I hadn’t even heard of content marketing until 2 years ago. My life was all planned out: finish Law School, become a prosecutor, do good. I had been attracted to journalism but it didn’t feel as important as managing justice for the greater good. Until my senior year, when my perspective shifted.
I did this exercise: If I were to wake up, 5 years from now, how would my day look like? Would I be happy doing what I do? The answer was no. So I took my beautiful new graduate diploma and gently placed it at the bottom of a drawer.
How I became Hppy
I’ll be honest. I wasn’t entirely faithful to Law School during our beautiful 4 years. I flirted with organizing and managing projects on the side, learning and creating communication strategies and even organizing some pretty successful events. Just something to pass the time in between courses and exams. I didn’t know I was falling for a completely different field of work.
Three months after graduating, I had my first interview for Hppy. They were looking for a Social Media manager and, as it happened, I was just starting to learn about inbound marketing and content strategy. After my first month we decided that Social Media wouldn’t be enough.
Even if we were just a startup, we had a whole digital marketing strategy to design and content creation would be our biggest challenge for the next months.
One of the first and most important job requirements – know and embrace happiness. If we were to build and market a product about workplace happiness, we had to understand and experience it.
I’m naturally an energetic and optimistic person. What I didn’t know is that in order to remain happy, I had to constantly recharge my batteries with positive emotions. And that’s when I knew that I had made the right career decision.
Getting started with relevant content writing
Being hired was the easy part. Then came content creation.
I never thought of myself as a creative person but it turns out creativity can be learned. And it doesn’t always manifest itself as we expect it to. For me, creative people were unfocused, artsy, with a distinctive haircut or outfit, sitting on a bean bag and throwing around ideas.
I’m a different type of creative. I make things happen. When there’s a list or a strategy, I make sure it’s done in time and with a personal touch. I think that’s how my creativity manifests itself. And the more I practice it, the more I get new ideas.
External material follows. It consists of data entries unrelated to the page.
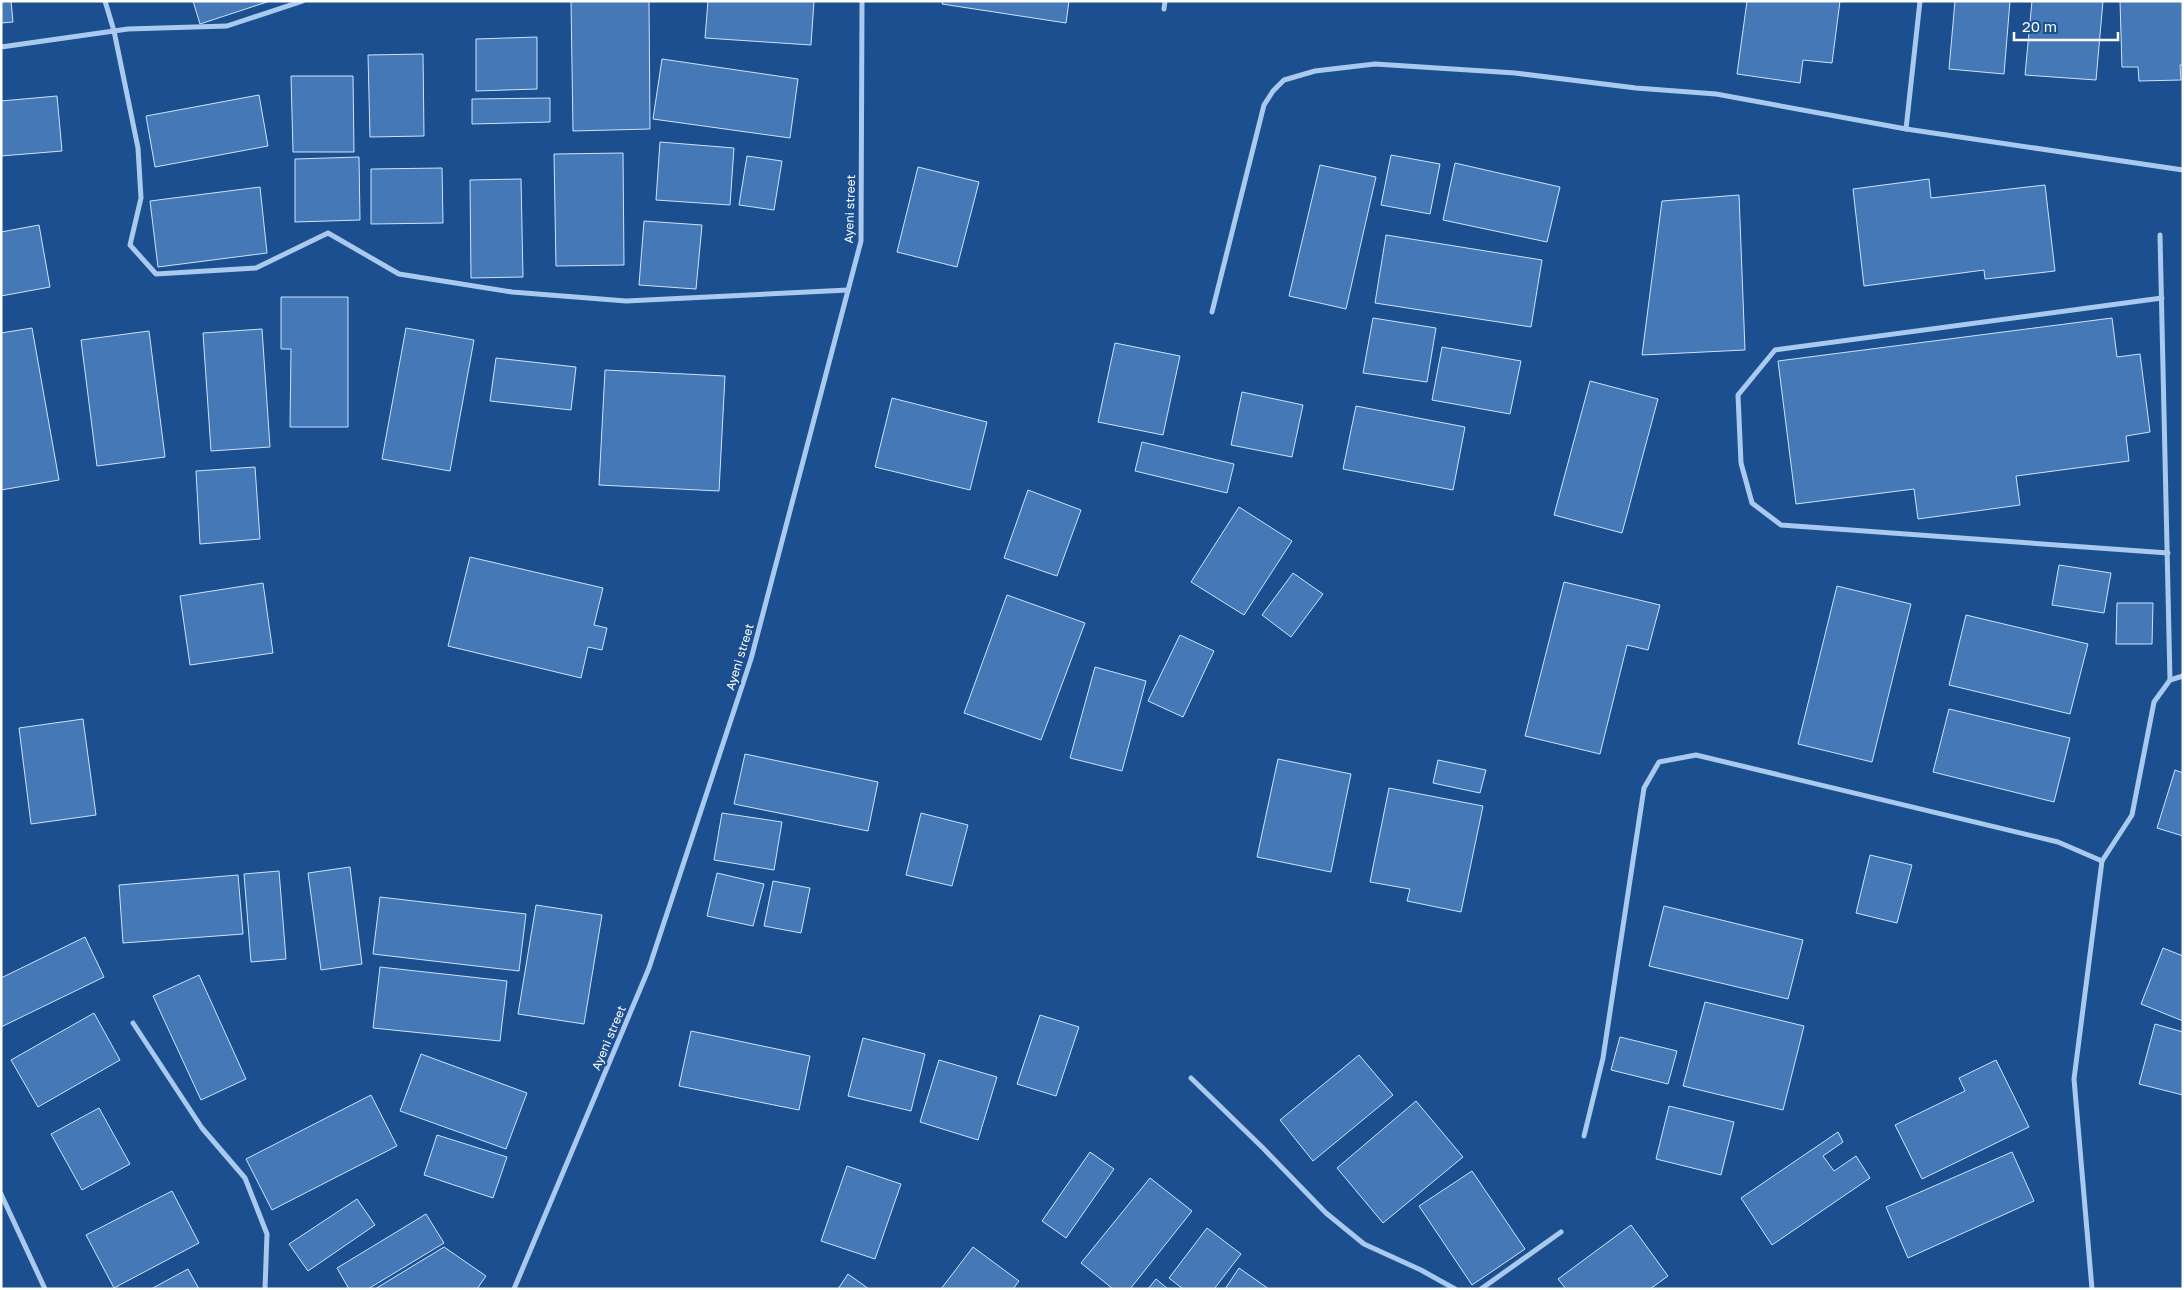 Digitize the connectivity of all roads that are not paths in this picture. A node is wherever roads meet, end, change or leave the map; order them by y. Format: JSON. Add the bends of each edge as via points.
{"nodes":[{"id":1,"x":105,"y":1,"type":"edge"},
{"id":2,"x":303,"y":1,"type":"edge"},
{"id":3,"x":862,"y":1,"type":"edge"},
{"id":4,"x":1165,"y":1,"type":"edge"},
{"id":5,"x":1920,"y":1,"type":"edge"},
{"id":6,"x":1164,"y":9,"type":"dead end"},
{"id":7,"x":114,"y":31,"type":"junction"},
{"id":8,"x":1,"y":47,"type":"edge"},
{"id":9,"x":1906,"y":129,"type":"junction"},
{"id":10,"x":2183,"y":170,"type":"edge"},
{"id":11,"x":2160,"y":235,"type":"dead end"},
{"id":12,"x":848,"y":290,"type":"junction"},
{"id":13,"x":2162,"y":298,"type":"junction"},
{"id":14,"x":1212,"y":312,"type":"dead end"},
{"id":15,"x":2168,"y":554,"type":"junction"},
{"id":16,"x":2183,"y":676,"type":"edge"},
{"id":17,"x":2170,"y":680,"type":"junction"},
{"id":18,"x":2102,"y":861,"type":"junction"},
{"id":19,"x":134,"y":1024,"type":"dead end"},
{"id":20,"x":1191,"y":1078,"type":"dead end"},
{"id":21,"x":1584,"y":1136,"type":"dead end"},
{"id":22,"x":1,"y":1194,"type":"edge"},
{"id":23,"x":1561,"y":1232,"type":"dead end"},
{"id":24,"x":45,"y":1289,"type":"edge"},
{"id":25,"x":265,"y":1289,"type":"edge"},
{"id":26,"x":514,"y":1289,"type":"edge"},
{"id":27,"x":1455,"y":1289,"type":"edge"},
{"id":28,"x":1481,"y":1289,"type":"edge"},
{"id":29,"x":2092,"y":1289,"type":"edge"}],
"edges":[{"from":1,"to":7,"type":"street"},
{"from":2,"to":7,"type":"street","via":[[227,26]]},
{"from":3,"to":12,"type":"street","name":"Ayeni street","via":[[861,241]]},
{"from":4,"to":6,"type":"street"},
{"from":5,"to":9,"type":"street"},
{"from":7,"to":8,"type":"street"},
{"from":7,"to":12,"type":"street","via":[[138,148],[141,198],[130,245],[156,274],[256,268],[328,233],[399,274],[512,292],[626,301]]},
{"from":9,"to":10,"type":"street"},
{"from":9,"to":14,"type":"street","via":[[1716,94],[1515,73],[1375,64],[1315,71],[1284,80],[1264,105]]},
{"from":11,"to":13,"type":"street"},
{"from":12,"to":26,"type":"street","name":"Ayeni street","via":[[751,659],[649,968]]},
{"from":13,"to":15,"type":"street"},
{"from":13,"to":15,"type":"street","via":[[1775,350],[1738,395],[1741,463],[1752,503],[1781,525]]},
{"from":15,"to":17,"type":"street"},
{"from":16,"to":17,"type":"street"},
{"from":17,"to":18,"type":"street","via":[[2154,702],[2132,815]]},
{"from":18,"to":21,"type":"street","via":[[2058,842],[1696,755],[1660,762],[1644,788],[1603,1058]]},
{"from":18,"to":29,"type":"street","via":[[2074,1079]]},
{"from":19,"to":25,"type":"street","via":[[202,1128],[245,1178],[267,1234]]},
{"from":20,"to":27,"type":"street","via":[[1326,1213],[1364,1244]]},
{"from":22,"to":24,"type":"street"},
{"from":23,"to":28,"type":"street"}]}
When I finished my content strategy I was very proud. And scared. I now had the list and it had to be done.
I thought I had to write about being happy at work. But that’s just the endnote of what my online content journey was about. As I plunged into the world of HR and tried to get to know my persona as best as possible, I found a technical field that required rigor, documentation and innovation.
So, no, I wasn’t just writing about happiness.
Writing about HR
I base most of my creativity on my ability to empathize. I care about making people comfortable and happy around me. That’s why I get subtitle social cues and fine behavioral indications that served as a great starting point to learning more about HR.
HR articles don’t write themselves. It takes a lot of documentation and even practical experience to write a qualitative piece of content. You also need data and trends monitoring.
When you’re writing for professionals, you have to meet both their expectations and your own standards. I could say “No pressure”, but that just wouldn’t be true.
I spend a lot of my time reading and learning from HR influencers who now have an established authority and who set future trends. I’m also constantly learning from the online communities that I’ve built around Hppy and from our clients, who are our best source of inspiration.
Writing, writing, writing
After the first hundred articles, you’d think the enthusiasm died down a bit. And it did. Some blog posts just refused to be written. A sudden attack of nervousness, combined with a total lack of inspiration and Voila! An empty page.
My way of dealing? Sometimes I shift the subject. I forget the angle I had planned on, I research new trends and ideas and I find a different angle – one that I really like. Other times, I just get a good cup of coffee and laugh it off with some coworkers until my inspiration returns.
It’s not always easy to write. And it’s increasingly hard when you’re targeting a niche audience. But the satisfaction of finishing a piece of content that I’m proud of boosts my energy for three more blog posts.
I remember my first white paper. The complete dread of “What if my audience won’t like it? What if they know it’s my first white paper? Could I have researched it more?”. It turned out to be a great first white paper. Sometimes you just have to do it and shut up those voices. Write it and then perfect it until you’re proud to send it into the world.